Filed under: A Light On The Southside, Obituaries | Tags: Light On The South Side, MIchael Abramson
Early Monday morning, our friend and collaborator Michael L. Abramson peacefully succumbed to his long battle with kidney cancer.
Based in Chicago, Illinois, Abramson had contributed photography to numerous national and foreign magazines and his work has been exhibited at museums and galleries including The Art Institute of Chicago, The Milwaukee Art Museum, and The Philadelphia Art Museum. In 1978, he received a grant from the National Endowment for the Arts in response to documentary work on the South Side of Chicago.
Michael’s important historical photographs of Chicago nightlife in the mid-1970s were the centerpiece of Numero’s double album/book hybrid Light: On The South Side, which has received accolades globally—including a Grammy nomination—for this remarkable portrait of a rarely documented and lively Chicago scene.

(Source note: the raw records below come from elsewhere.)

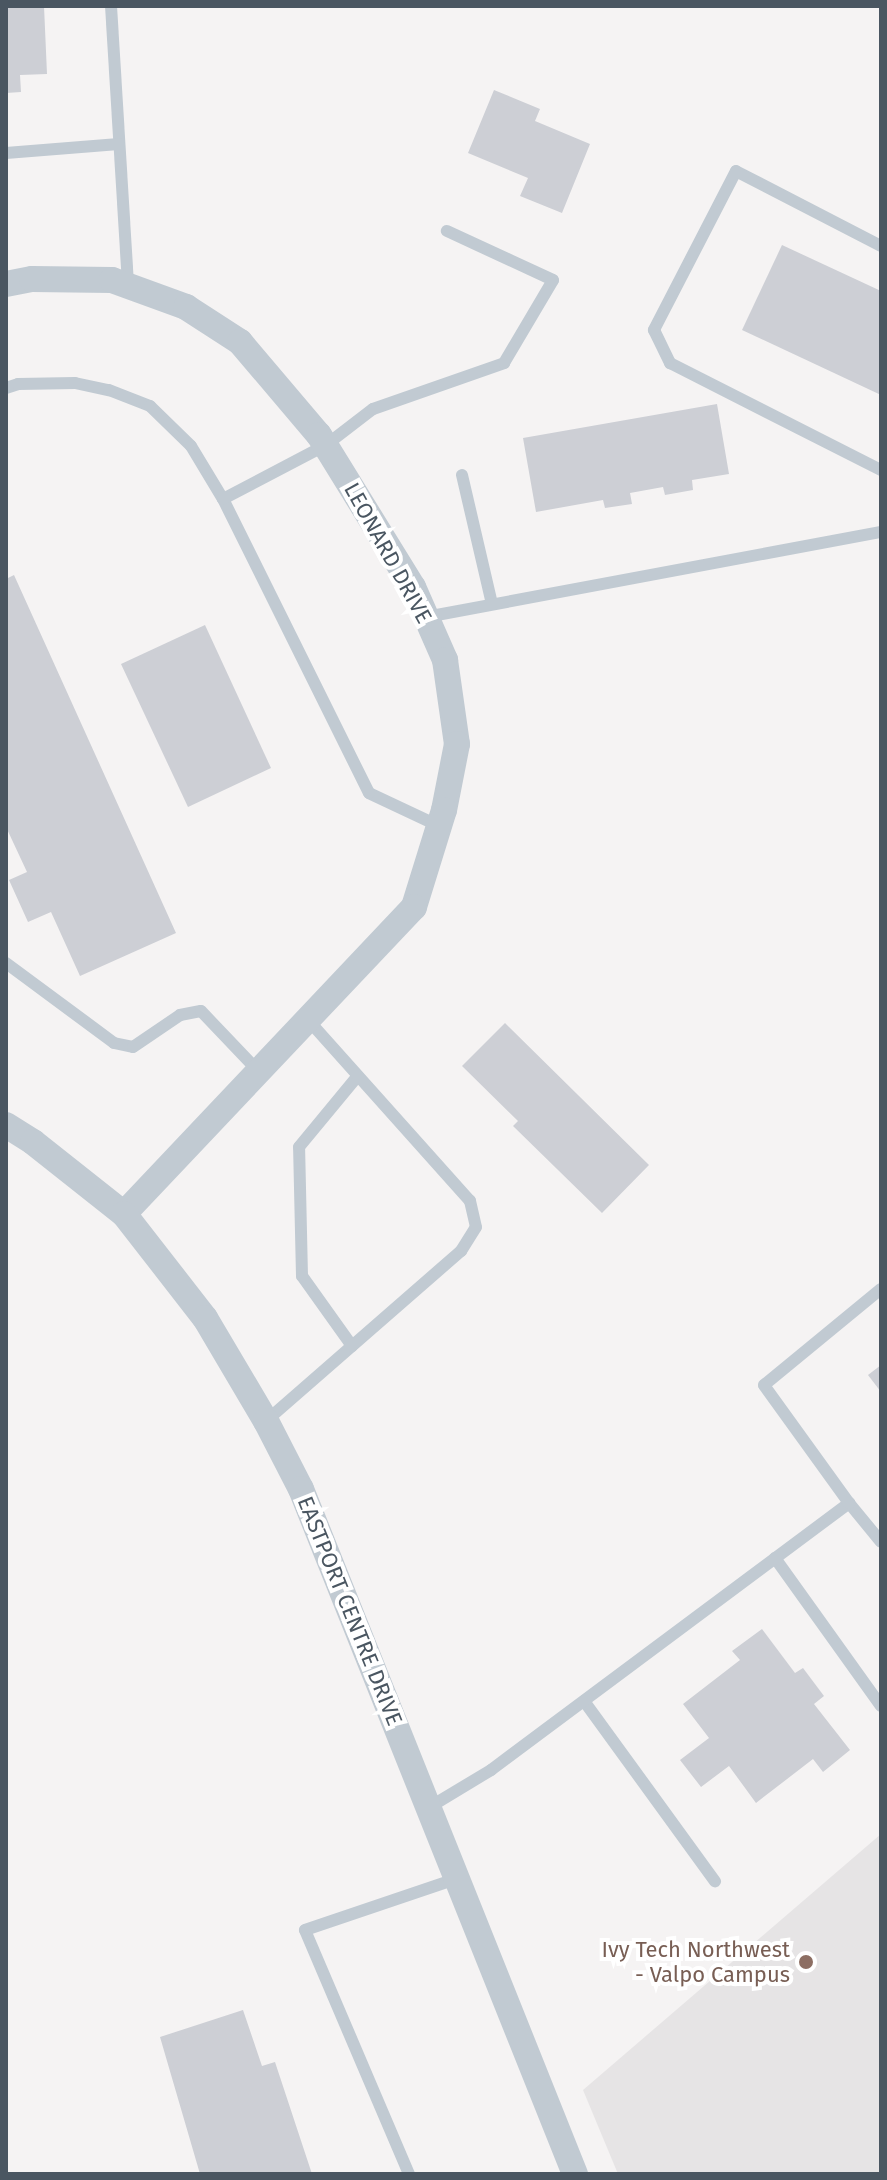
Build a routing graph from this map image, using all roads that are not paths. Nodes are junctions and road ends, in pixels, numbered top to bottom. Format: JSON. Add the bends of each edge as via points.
{"nodes":[{"id":1,"x":111,"y":6,"type":"edge"},
{"id":2,"x":119,"y":144,"type":"junction"},
{"id":3,"x":6,"y":153,"type":"edge"},
{"id":4,"x":447,"y":231,"type":"dead end"},
{"id":5,"x":881,"y":246,"type":"edge"},
{"id":6,"x":6,"y":284,"type":"edge"},
{"id":7,"x":128,"y":286,"type":"junction"},
{"id":8,"x":6,"y":388,"type":"edge"},
{"id":9,"x":326,"y":445,"type":"junction"},
{"id":10,"x":881,"y":470,"type":"edge"},
{"id":11,"x":462,"y":475,"type":"dead end"},
{"id":12,"x":223,"y":499,"type":"junction"},
{"id":13,"x":881,"y":532,"type":"edge"},
{"id":14,"x":492,"y":604,"type":"junction"},
{"id":15,"x":426,"y":617,"type":"junction"},
{"id":16,"x":439,"y":826,"type":"junction"},
{"id":17,"x":6,"y":963,"type":"edge"},
{"id":18,"x":308,"y":1020,"type":"junction"},
{"id":19,"x":259,"y":1072,"type":"junction"},
{"id":20,"x":356,"y":1078,"type":"junction"},
{"id":21,"x":6,"y":1125,"type":"edge"},
{"id":22,"x":124,"y":1214,"type":"junction"},
{"id":23,"x":881,"y":1289,"type":"edge"},
{"id":24,"x":352,"y":1346,"type":"junction"},
{"id":25,"x":266,"y":1421,"type":"junction"},
{"id":26,"x":849,"y":1503,"type":"junction"},
{"id":27,"x":881,"y":1542,"type":"edge"},
{"id":28,"x":775,"y":1558,"type":"junction"},
{"id":29,"x":584,"y":1701,"type":"junction"},
{"id":30,"x":881,"y":1706,"type":"edge"},
{"id":31,"x":428,"y":1808,"type":"junction"},
{"id":32,"x":459,"y":1878,"type":"junction"},
{"id":33,"x":715,"y":1881,"type":"dead end"},
{"id":34,"x":409,"y":2174,"type":"edge"},
{"id":35,"x":575,"y":2174,"type":"edge"}],
"edges":[{"from":1,"to":2,"type":"lane"},
{"from":2,"to":3,"type":"lane"},
{"from":2,"to":7,"type":"lane"},
{"from":4,"to":9,"type":"lane","via":[[553,280],[504,363],[373,409]]},
{"from":5,"to":10,"type":"lane","via":[[736,171],[654,330],[670,363]]},
{"from":6,"to":7,"type":"street","name":"LEONARD DRIVE","via":[[32,279],[112,280]]},
{"from":7,"to":9,"type":"street","name":"LEONARD DRIVE","via":[[186,307],[240,342]]},
{"from":8,"to":12,"type":"lane","via":[[75,383],[150,406],[191,446]]},
{"from":9,"to":12,"type":"lane"},
{"from":9,"to":15,"type":"street","name":"LEONARD DRIVE"},
{"from":11,"to":14,"type":"lane"},
{"from":12,"to":16,"type":"lane","via":[[369,793]]},
{"from":13,"to":14,"type":"lane"},
{"from":14,"to":15,"type":"lane"},
{"from":15,"to":16,"type":"street","name":"LEONARD DRIVE","via":[[445,660],[457,744]]},
{"from":16,"to":18,"type":"street","name":"LEONARD DRIVE","via":[[414,907]]},
{"from":17,"to":19,"type":"lane","via":[[114,1043],[133,1047],[180,1015],[201,1011]]},
{"from":18,"to":19,"type":"street","name":"LEONARD DRIVE"},
{"from":18,"to":20,"type":"lane"},
{"from":19,"to":22,"type":"street","name":"LEONARD DRIVE"},
{"from":20,"to":24,"type":"lane","via":[[299,1147],[302,1276]]},
{"from":20,"to":24,"type":"lane","via":[[470,1201],[476,1227],[461,1251]]},
{"from":21,"to":22,"type":"street","name":"EASTPORT CENTRE DRIVE"},
{"from":22,"to":25,"type":"street","name":"EASTPORT CENTRE DRIVE","via":[[205,1318]]},
{"from":23,"to":26,"type":"lane","via":[[764,1385]]},
{"from":24,"to":25,"type":"lane"},
{"from":25,"to":31,"type":"street","name":"EASTPORT CENTRE DRIVE","via":[[301,1489]]},
{"from":26,"to":27,"type":"lane"},
{"from":26,"to":28,"type":"lane"},
{"from":28,"to":29,"type":"lane"},
{"from":28,"to":30,"type":"lane"},
{"from":29,"to":31,"type":"lane","via":[[491,1770]]},
{"from":29,"to":33,"type":"lane"},
{"from":31,"to":32,"type":"street","name":"EASTPORT CENTRE DRIVE"},
{"from":32,"to":34,"type":"lane","via":[[305,1930]]},
{"from":32,"to":35,"type":"street","name":"EASTPORT CENTRE DRIVE"}]}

Of Michael’s work, the writer Nick Hornby says:
“There is something extremely poignant about these pictures: there comes a point where the transience of the laughter and the music, the booze and the cigarettes and the drugs, pushes us into a contemplation of the mortality of the participants, and then on to our own. And life has always been shorter for the inhabitants of the South Side, too—at the time these pictures were taken, the average black male would just about see his sixtieth birthday, but not much beyond that. Carpe diem means that little bit more when the dies are in shorter supply. This is a special book, about one tiny corner of the world over a handful of evenings a long time ago; but that tiny corner of the world has, for decades now, meant a great deal to an awful lot of people scattered all over the world.”
Mike was a real mencsh, a true gentleman, and an important artist. We will miss him tremendously. If you’re out tonight, lift a snifter of Hennessy for him. He preferred Scotch, but it seems appropriate.